When I became a little more relaxed and confident with the plug, I started doing some housework. From time to time, I’d stop for a few minutes and bring myself close to orgasm with my new vibrator (the storied Hitachi Magic Wand), and then resume whatever I had been doing. The plug generated different sensations depending on whether I was moving about, going up or down stairs, standing, or sitting, and what I was sitting on.

After the fear of unexpected and unpleasant bottom-related surprises subsided, I decided to take it for a test walk to a store nearby. On the way there, I found myself walking rather slowly and breathing shallowly; I must have subconsciously felt that I needed to actively hold it in. I felt a little more confident with it on the return; the sensation was still odd but sometimes mmmm or even oohhh.

Later on, back at home, I collected the vibrator and readied my Pure Wand. I had hoped that G-spot stimulation with the plug in place would be enough to get me off. It was not. Vibe it is, then.

That first orgasm set the bar high: it was noticeably more intense than any I’d previously managed to accomplish through solo play. And then the second proceeded to vault well over that bar. It wasn’t the absolute most intense orgasm I’ve ever had ever, but it was still a fucking brilliant, panting, keening, shuddering experience.

Now, I acknowledge that there are a lot of variables here: a wearable plug (nJoy Pure Plug, medium); a technique that probably just passes as edging; a new and very strong vibrator. And these are in addition to the Pure Wand, whose properties I have a fair handle on already. I can’t pinpoint quite what went right because there’s too much new stuff going on.

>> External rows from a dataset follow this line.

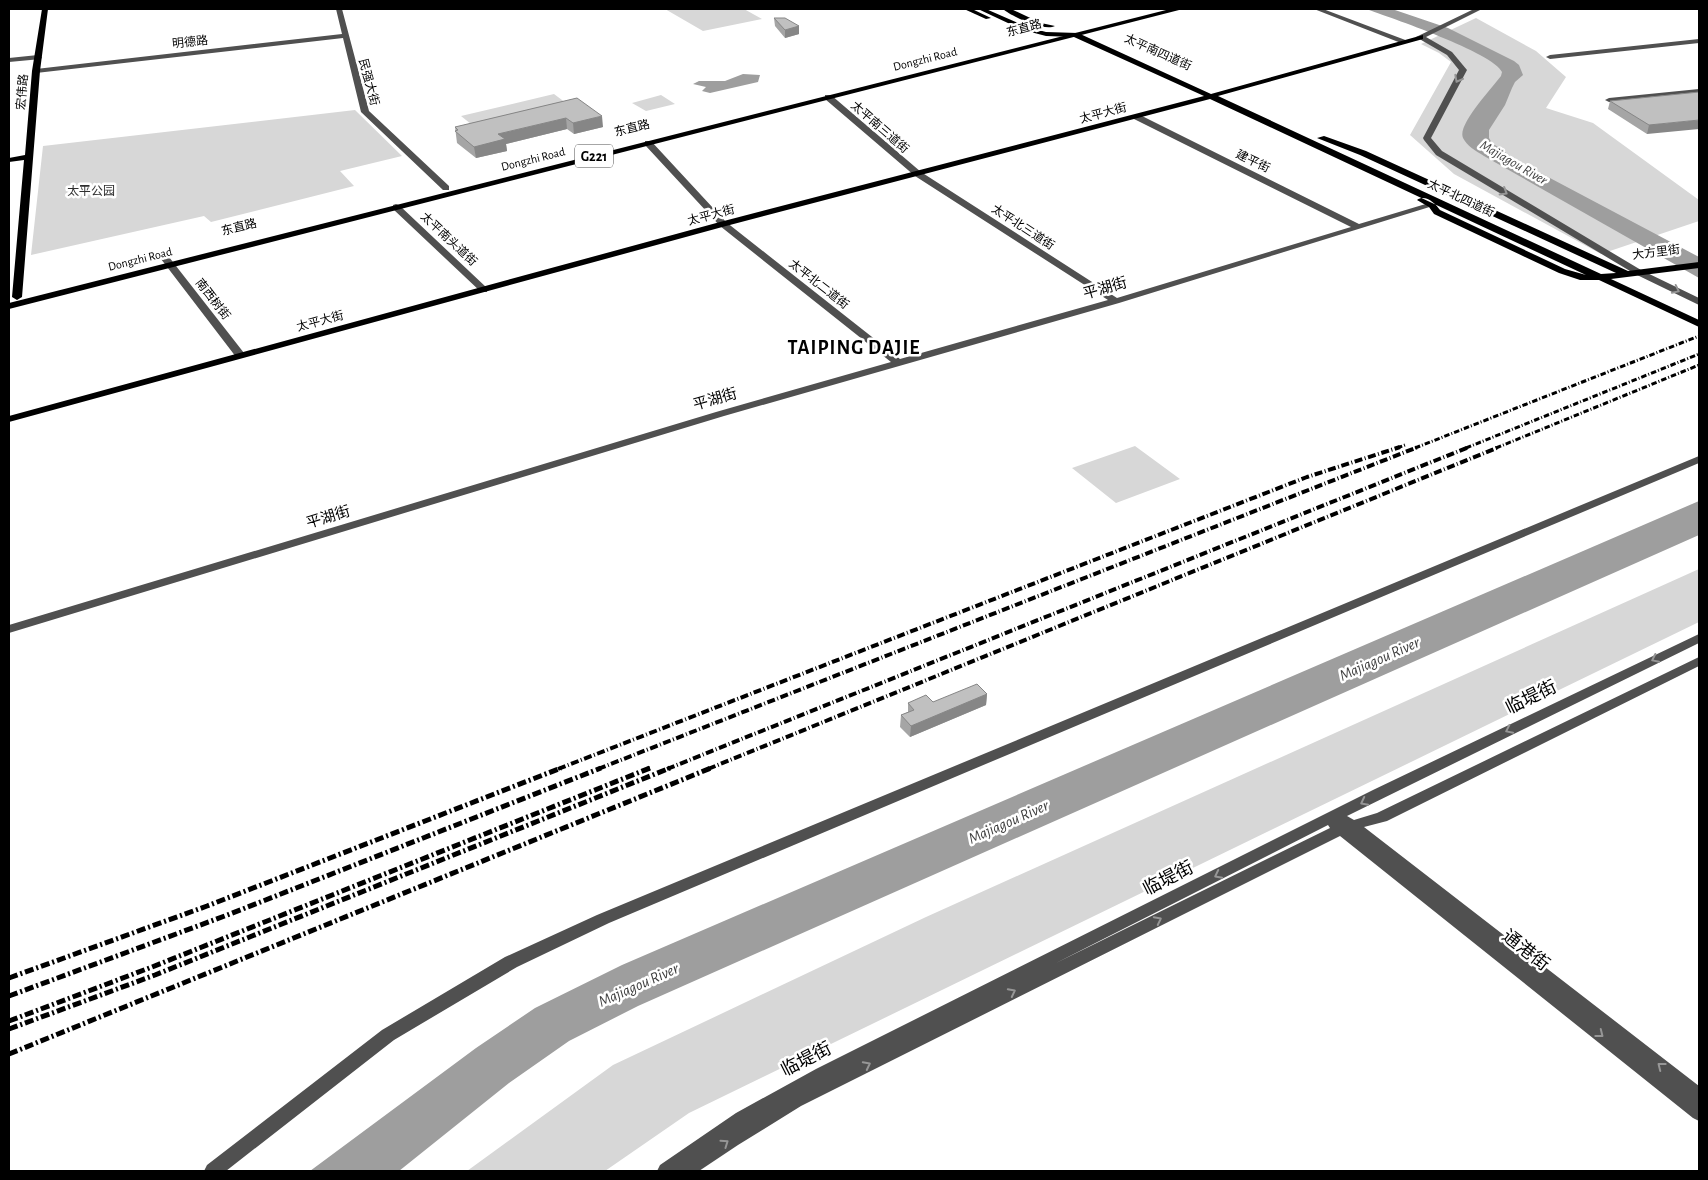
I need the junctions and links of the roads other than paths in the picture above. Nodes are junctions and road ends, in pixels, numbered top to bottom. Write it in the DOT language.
graph roads {
  1 [pos="45,9"];
  2 [pos="339,9"];
  3 [pos="967,9"];
  4 [pos="981,9"];
  5 [pos="994,9"];
  6 [pos="1006,9"];
  7 [pos="1144,9"];
  8 [pos="1179,9"];
  9 [pos="1317,9"];
  10 [pos="1479,9"];
  11 [pos="1057,31"];
  12 [pos="1076,32"];
  13 [pos="1046,34"];
  14 [pos="346,36"];
  15 [pos="1420,37"];
  16 [pos="1032,38"];
  17 [pos="1404,41"];
  18 [pos="1699,41"];
  19 [pos="38,57"];
  20 [pos="1550,57"];
  21 [pos="9,60"];
  22 [pos="36,71"];
  23 [pos="1699,91"];
  24 [pos="1220,93"];
  25 [pos="1210,96"];
  26 [pos="828,97"];
  27 [pos="1609,100"];
  28 [pos="1137,117"];
  29 [pos="1318,137"];
  30 [pos="1304,138"];
  31 [pos="648,142"];
  32 [pos="1349,155"];
  33 [pos="30,157"];
  34 [pos="9,160"];
  35 [pos="918,174"];
  36 [pos="446,188"];
  37 [pos="1432,206"];
  38 [pos="396,207"];
  39 [pos="723,224"];
  40 [pos="1358,227"];
  41 [pos="1699,260"];
  42 [pos="168,262"];
  43 [pos="1699,265"];
  44 [pos="1664,267"];
  45 [pos="1617,269"];
  46 [pos="1632,272"];
  47 [pos="484,290"];
  48 [pos="13,298"];
  49 [pos="1116,300"];
  50 [pos="1699,302"];
  51 [pos="9,306"];
  52 [pos="1699,315"];
  53 [pos="1699,324"];
  54 [pos="240,355"];
  55 [pos="898,362"];
  56 [pos="9,419"];
  57 [pos="1699,458"];
  58 [pos="9,629"];
  59 [pos="1699,638"];
  60 [pos="1699,660"];
  61 [pos="1340,822"];
  62 [pos="1699,1096"];
  63 [pos="1699,1112"];
  64 [pos="213,1171"];
  65 [pos="666,1171"];
  66 [pos="685,1171"];
  1 -- 19 [label="main road, 宏伟路"];
  2 -- 14 [label="street, 民强大街"];
  3 -- 16 [label="main road"];
  4 -- 13 [label="main road"];
  5 -- 11 [label="main road"];
  6 -- 12 [label="main road"];
  7 -- 12 [label="highway, 东直路 / G221"];
  8 -- 12 [label="highway, Dongzhi Road / G221"];
  9 -- 17 [label="street"];
  10 -- 15 [label="street"];
  11 -- 12 [label="highway, 东直路 / G221"];
  11 -- 12 [label="main road"];
  11 -- 13 [label="highway, 东直路 / G221"];
  12 -- 13 [label="main road"];
  12 -- 24 [label="main road, 太平南四道街"];
  12 -- 25 [label="main road, 太平南四道街"];
  12 -- 26 [label="highway, Dongzhi Road / G221"];
  13 -- 16 [label="highway, 东直路 / G221"];
  14 -- 22 [label="street, 明德路"];
  14 -- 36 [label="street, 民强大街"];
  15 -- 17 [label="main road, 太平大街"];
  15 -- 46 [label="street, one-way"];
  16 -- 36 [label="highway, 东直路 / G221"];
  17 -- 24 [label="main road, 太平大街"];
  18 -- 20 [label="street"];
  19 -- 21 [label="street"];
  19 -- 22 [label="main road, 宏伟路"];
  22 -- 33 [label="main road, 宏伟路"];
  23 -- 27 [label="street"];
  24 -- 25 [label="main road, 太平大街"];
  24 -- 29 [label="main road, 太平北四道街"];
  25 -- 28 [label="main road, 太平大街"];
  25 -- 30 [label="main road, 太平北四道街"];
  26 -- 31 [label="highway, Dongzhi Road / G221"];
  26 -- 35 [label="street, 太平南三道街"];
  28 -- 35 [label="main road, 太平大街"];
  28 -- 40 [label="street, 建平街"];
  29 -- 32 [label="main road, 太平北四道街"];
  29 -- 45 [label="main road"];
  30 -- 32 [label="main road, 太平北四道街"];
  30 -- 37 [label="main road"];
  31 -- 38 [label="highway, Dongzhi Road / G221"];
  31 -- 39 [label="street, 太平北二道街"];
  32 -- 52 [label="main road, 太平北四道街"];
  32 -- 53 [label="main road, 太平北四道街"];
  33 -- 34 [label="main road"];
  33 -- 48 [label="main road, 宏伟路"];
  35 -- 39 [label="main road, 太平大街"];
  35 -- 49 [label="street, 太平北三道街"];
  36 -- 42 [label="highway, 东直路 / G221"];
  37 -- 40 [label="street, 平湖街"];
  37 -- 45 [label="main road, 大方里街"];
  37 -- 46 [label="main road"];
  38 -- 42 [label="highway, Dongzhi Road / G221"];
  38 -- 47 [label="street, 太平南头道街"];
  39 -- 47 [label="main road, 太平大街"];
  39 -- 55 [label="street, 太平北二道街"];
  40 -- 49 [label="street, 平湖街"];
  41 -- 44 [label="main road, 大方里街"];
  42 -- 48 [label="highway, 东直路 / G221"];
  42 -- 51 [label="highway, Dongzhi Road / G221"];
  42 -- 54 [label="street, 南西树街"];
  43 -- 44 [label="main road, 大方里街"];
  44 -- 46 [label="main road, 大方里街"];
  45 -- 46 [label="main road, 大方里街"];
  46 -- 50 [label="street, one-way"];
  47 -- 54 [label="main road, 太平大街"];
  49 -- 55 [label="street, 平湖街"];
  54 -- 56 [label="main road, 太平大街"];
  55 -- 58 [label="street, 平湖街"];
  57 -- 64 [label="street"];
  59 -- 61 [label="street, 临堤街, one-way"];
  60 -- 61 [label="street, 临堤街"];
  62 -- 61 [label="street, 通港街, one-way"];
  61 -- 63 [label="street, 通港街, one-way"];
  61 -- 65 [label="street, 临堤街, one-way"];
  66 -- 61 [label="street, 临堤街, one-way"];
}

But I intend to keep experimenting with these (very pleasant) variables. You know, for science.

can’t wait

He’s up and out the door early, and I immediately revert to my solo morning routine of thinking pleasant thoughts while I prepare to greet the day. I pick up where I left off yesterday evening, thinking on some new ideas for playtime. I clearly have some good material because it gets me nice and wet.

If he were home, I might try to ignore it ‌— he’s busy with a big project today, I’m still self-conscious about taking care of myself when he’s around but not involved, and surely I’m getting fucked enough already…

He fucked me last night. First he did my ass with an anal toy, and then with the toy still in place, put his cock in my cunt and reamed me out. And he fucked me the night before. I have every reason to expect that he’ll fuck me tonight and, if I’m not too tired after the party, tomorrow night too.

But I’m wet and warm now. I reach over, grab the vibe, and deliberate…

Then I heft a toy that was readied last night but not used — a weighty piece of surgical steel with a mirror shine and a graceful arc, icy to the touch. Press it to my wet lips – so cold! And then proceed to fuck myself with it.